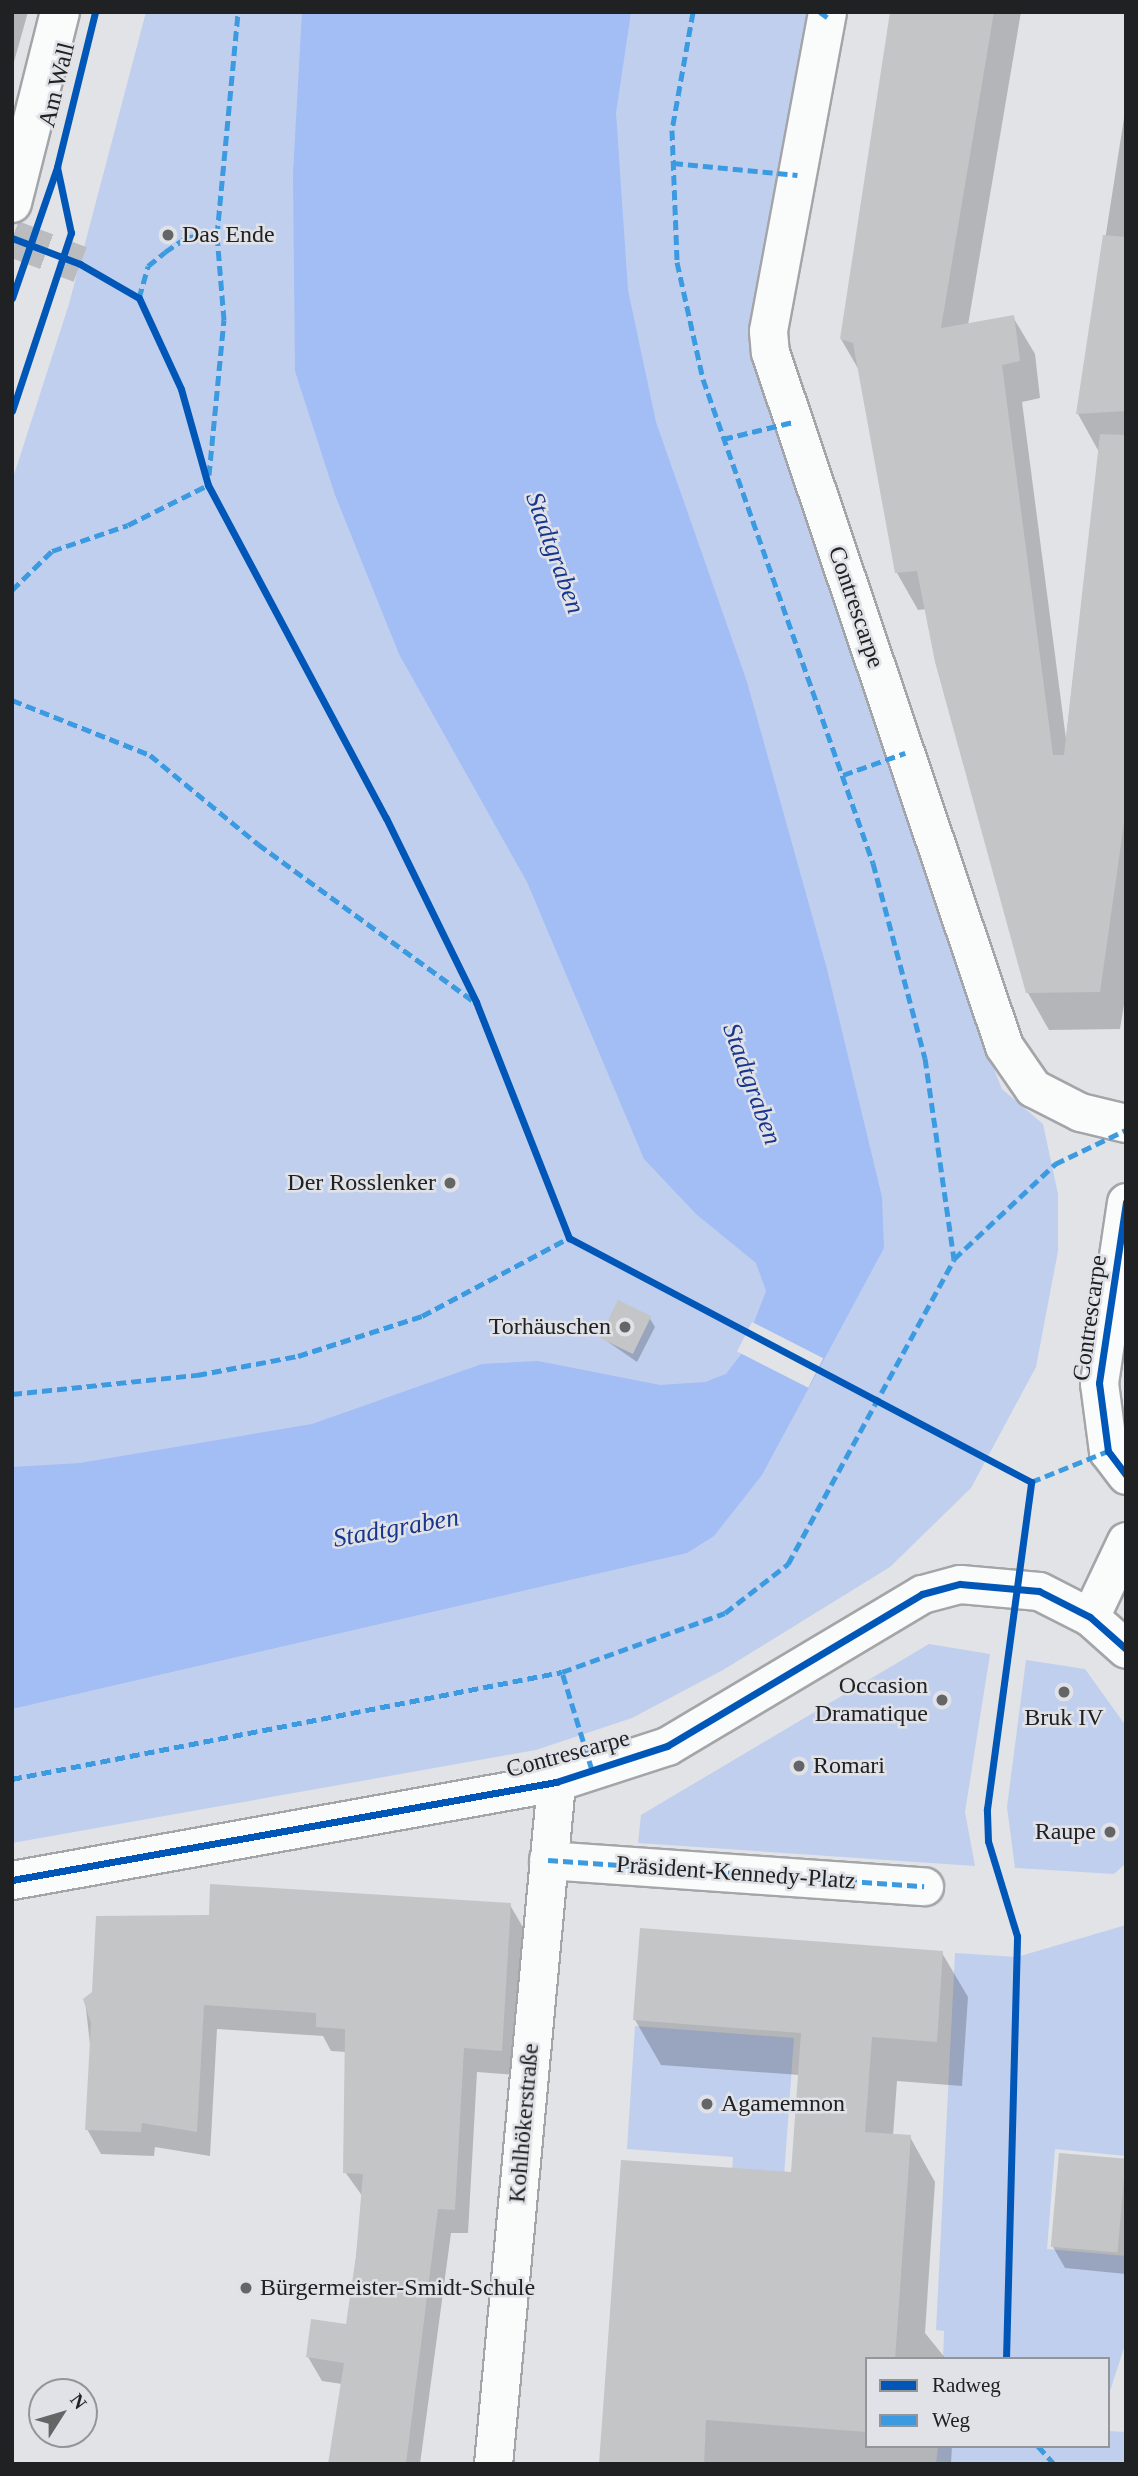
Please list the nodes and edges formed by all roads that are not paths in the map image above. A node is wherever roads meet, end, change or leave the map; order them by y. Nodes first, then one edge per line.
+-------+
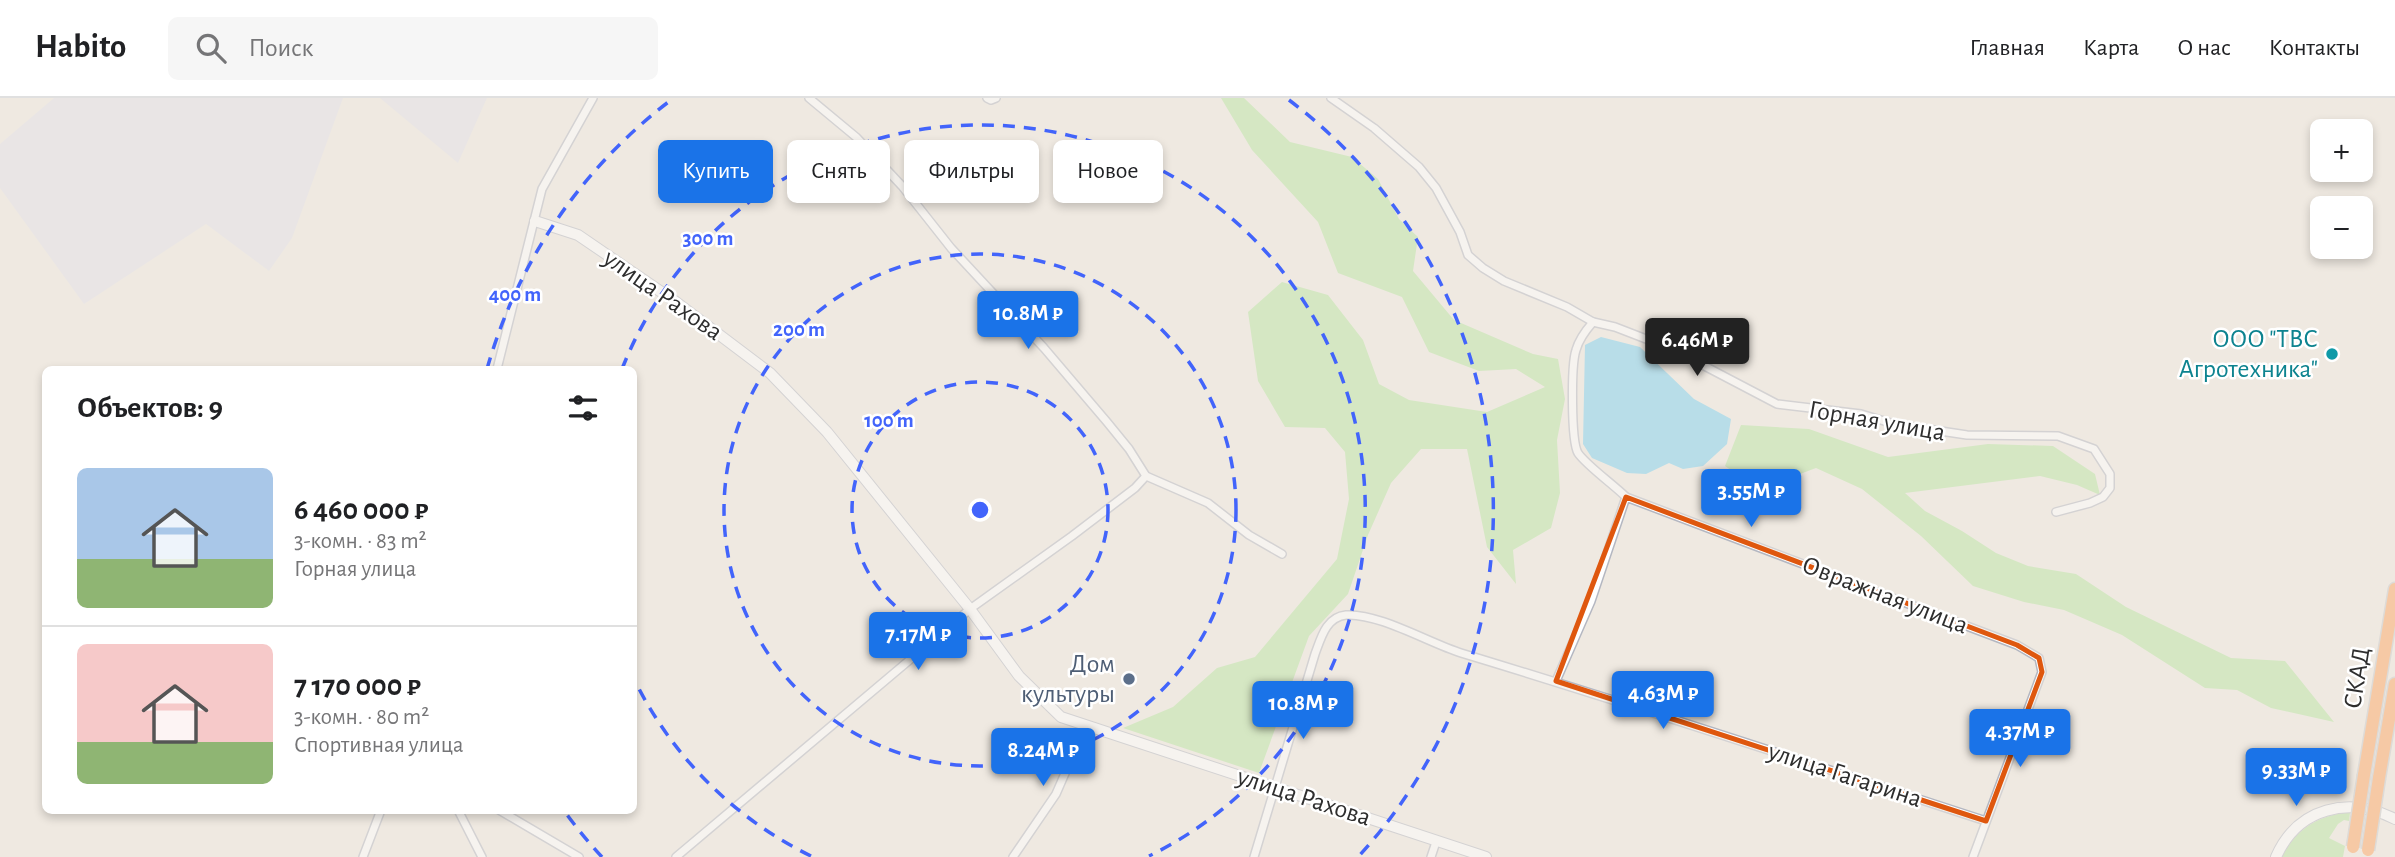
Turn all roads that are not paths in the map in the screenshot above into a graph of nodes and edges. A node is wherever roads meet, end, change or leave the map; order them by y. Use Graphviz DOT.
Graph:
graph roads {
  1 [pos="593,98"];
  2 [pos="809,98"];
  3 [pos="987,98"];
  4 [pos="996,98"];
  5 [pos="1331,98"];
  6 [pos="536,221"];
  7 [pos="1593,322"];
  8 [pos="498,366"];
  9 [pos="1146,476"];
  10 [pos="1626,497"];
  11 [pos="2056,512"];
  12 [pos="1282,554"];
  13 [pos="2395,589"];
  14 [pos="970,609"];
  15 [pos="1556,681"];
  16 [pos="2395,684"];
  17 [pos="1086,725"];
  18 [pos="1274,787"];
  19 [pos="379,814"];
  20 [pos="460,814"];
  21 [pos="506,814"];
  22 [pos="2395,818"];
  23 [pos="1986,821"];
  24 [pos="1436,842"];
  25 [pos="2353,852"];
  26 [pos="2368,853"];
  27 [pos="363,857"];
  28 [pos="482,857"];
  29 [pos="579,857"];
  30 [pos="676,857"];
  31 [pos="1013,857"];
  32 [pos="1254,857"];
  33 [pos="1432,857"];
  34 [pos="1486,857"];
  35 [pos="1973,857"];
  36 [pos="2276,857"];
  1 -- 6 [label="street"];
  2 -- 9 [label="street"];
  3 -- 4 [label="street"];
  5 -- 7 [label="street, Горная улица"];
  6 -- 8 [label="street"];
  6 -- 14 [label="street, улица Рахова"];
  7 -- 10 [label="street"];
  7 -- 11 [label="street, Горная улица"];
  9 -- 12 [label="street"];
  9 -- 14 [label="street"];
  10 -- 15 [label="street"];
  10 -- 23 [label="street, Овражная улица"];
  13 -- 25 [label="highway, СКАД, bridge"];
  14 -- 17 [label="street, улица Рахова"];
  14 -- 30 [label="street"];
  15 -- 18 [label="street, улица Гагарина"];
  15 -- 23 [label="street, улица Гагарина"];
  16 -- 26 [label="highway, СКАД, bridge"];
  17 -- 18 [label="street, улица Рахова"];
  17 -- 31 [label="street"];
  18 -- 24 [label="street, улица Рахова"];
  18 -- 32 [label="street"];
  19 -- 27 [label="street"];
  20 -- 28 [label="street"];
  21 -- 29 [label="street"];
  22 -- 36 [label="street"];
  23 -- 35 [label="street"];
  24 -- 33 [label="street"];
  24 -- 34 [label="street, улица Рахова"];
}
+-------+
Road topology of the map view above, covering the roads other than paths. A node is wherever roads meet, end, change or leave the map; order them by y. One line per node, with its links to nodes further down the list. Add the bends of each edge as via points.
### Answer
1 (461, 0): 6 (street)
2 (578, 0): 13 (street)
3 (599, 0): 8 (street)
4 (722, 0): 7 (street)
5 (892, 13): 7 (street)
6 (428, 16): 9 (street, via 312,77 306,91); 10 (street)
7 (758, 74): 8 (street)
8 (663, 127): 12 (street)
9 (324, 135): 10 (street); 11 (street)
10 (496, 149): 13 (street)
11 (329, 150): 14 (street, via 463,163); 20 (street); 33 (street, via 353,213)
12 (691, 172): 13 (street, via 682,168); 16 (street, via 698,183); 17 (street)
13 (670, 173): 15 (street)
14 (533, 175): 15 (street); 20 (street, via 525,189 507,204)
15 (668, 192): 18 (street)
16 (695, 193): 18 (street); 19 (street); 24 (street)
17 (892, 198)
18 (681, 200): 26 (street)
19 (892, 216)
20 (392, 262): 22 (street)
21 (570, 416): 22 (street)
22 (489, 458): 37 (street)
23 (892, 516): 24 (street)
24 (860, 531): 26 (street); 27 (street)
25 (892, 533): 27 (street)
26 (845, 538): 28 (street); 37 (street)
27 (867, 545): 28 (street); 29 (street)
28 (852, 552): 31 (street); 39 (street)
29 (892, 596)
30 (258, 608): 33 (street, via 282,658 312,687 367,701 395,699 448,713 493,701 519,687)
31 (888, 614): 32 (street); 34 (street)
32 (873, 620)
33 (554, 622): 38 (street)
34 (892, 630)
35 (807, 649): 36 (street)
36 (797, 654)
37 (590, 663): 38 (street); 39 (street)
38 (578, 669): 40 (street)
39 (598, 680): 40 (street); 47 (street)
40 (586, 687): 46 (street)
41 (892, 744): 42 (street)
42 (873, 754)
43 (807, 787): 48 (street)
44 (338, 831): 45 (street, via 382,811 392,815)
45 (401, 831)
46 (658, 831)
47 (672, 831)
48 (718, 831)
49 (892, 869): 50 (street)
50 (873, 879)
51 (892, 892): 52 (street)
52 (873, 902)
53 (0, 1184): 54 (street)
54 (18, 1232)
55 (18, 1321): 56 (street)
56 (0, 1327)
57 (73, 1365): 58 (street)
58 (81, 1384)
+-------+
- _Task brief_:
In the entries, find every line holding "above" and copy it.

- _Answer section_:
Please list the nodes and edges formed by all roads that are not paths in the map image above. A node is wherever roads meet, end, change or leave the map; order them by y. Nodes first, then one edge per line.
Turn all roads that are not paths in the map in the screenshot above into a graph of nodes and edges. A node is wherever roads meet, end, change or leave the map; order them by y. Use Graphviz DOT.
Road topology of the map view above, covering the roads other than paths. A node is wherever roads meet, end, change or leave the map; order them by y. One line per node, with its links to nodes further down the list. Add the bends of each edge as via points.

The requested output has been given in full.